Genres: Classicisme | Romantiek
Componisten/uitvoerenden: Edward Elgar | Franz Liszt | Joseph Haydn
Het pas opgerichte Nederlands Philharmonisch moest in 1986 nog naam maken. Dat deed het met een stel grote publiekstrekkers.
Het jaar daarvoor waren het Amsterdams Philharmonisch Orkest en het Utrechts Symfonieorkest samengegaan tot het Nederlands Philharmonisch. In tijden fusie verandert je naam, je imago, je aanzien, en dan bied je het publiek graag een beetje houvast. Met drie onverwoestbare klassiekers uit een tijdsspanne van 150 jaar.
We beginnen met de 103e symfonie van Haydn – zijn eennalaatste en misschien wel zijn beste. Het begint al meteen met een mega-verrassingseffect: de pauken openen in hun eentje het werk, en daarna is het de beurt aan de contrasbas en de fagot. De duistere inleiding blijkt de opmaat naar een weergaloos eerste deel, waarin alles wat Haydn geniaal maakt samenkomt. En dan hebben we de andere drie delen nog niet gehad…

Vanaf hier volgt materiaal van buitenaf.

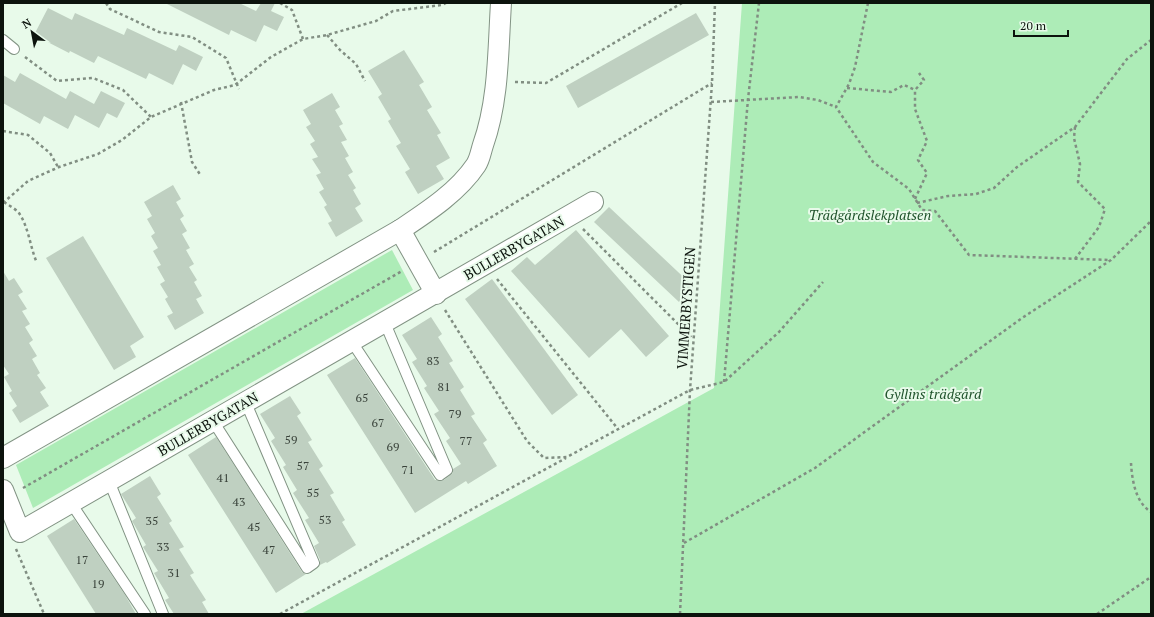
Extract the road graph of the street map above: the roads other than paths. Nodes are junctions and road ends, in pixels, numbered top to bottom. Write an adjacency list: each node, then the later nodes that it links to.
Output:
1 (500, 3): 5 (street)
2 (3, 40): 3 (lane)
3 (14, 49)
4 (593, 202): 6 (street, BULLERBYGATAN)
5 (400, 230): 6 (street); 11 (street)
6 (436, 294): 7 (street, BULLERBYGATAN)
7 (385, 323): 8 (street, BULLERBYGATAN); 8 (lane)
8 (352, 342): 9 (street, BULLERBYGATAN)
9 (246, 402): 10 (street, BULLERBYGATAN); 10 (lane)
10 (213, 421): 12 (street, BULLERBYGATAN)
11 (3, 458)
12 (109, 481): 14 (street, BULLERBYGATAN); 16 (lane)
13 (4, 494): 14 (street, BULLERBYGATAN)
14 (71, 503): 15 (lane)
15 (145, 614)
16 (163, 614)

Haydn is geweldig omdat hij weet te bloeien binnen de strenge vorm. Liszt is juist weer briljant omdat hij de vorm constant ter discussie stelt. Traditie is mooi, maar je moet erop voortborduren. In elk stuk vindt hij zichzelf opnieuw uit. Zo ook in zijn twee pianoconcerten, waarvan hier het eerste klinkt. Liszt deed er niet minder dan 26 jaar over om het werk te voltooien; steeds liet hij het liggen en keerde hij er weer terug. Toen het in 1849 klaarkwam, vonden velen het veel te modern. Tegenwoordig zijn we er gek op. Na het overbekende onheilspellende begin valt de piano in. De pianist doet meer dan spelen. Als de hoofdpersoon in een sage vecht hij zich door een heroïsch verhaal naar een happy end.
Terwijl Liszt voor zijn tijdgenoten te modern was, kreeg Elgar nog weleens het tegenovergestelde te horen. Zijn muziek was bepaald niet baanbrekend en sluit aan op de burgerlijke smaak van het Edwardiaanse Engeland. Maar anders dan andere Engelse componisten had hij wel een eigen stem. De Enigma-variaties, een reeks karaktervariaties opgedragen aan diversen van zijn vrienden, hebben behoorlijke eeuwigheidswaarde. Vooral “Nimrod”, gewijd aan August Jaeger (begrijpt u?), werd beroemd. De climax die Elgar in de korte tijd dat de variatie duurt weet te bereiken is fenomenaal.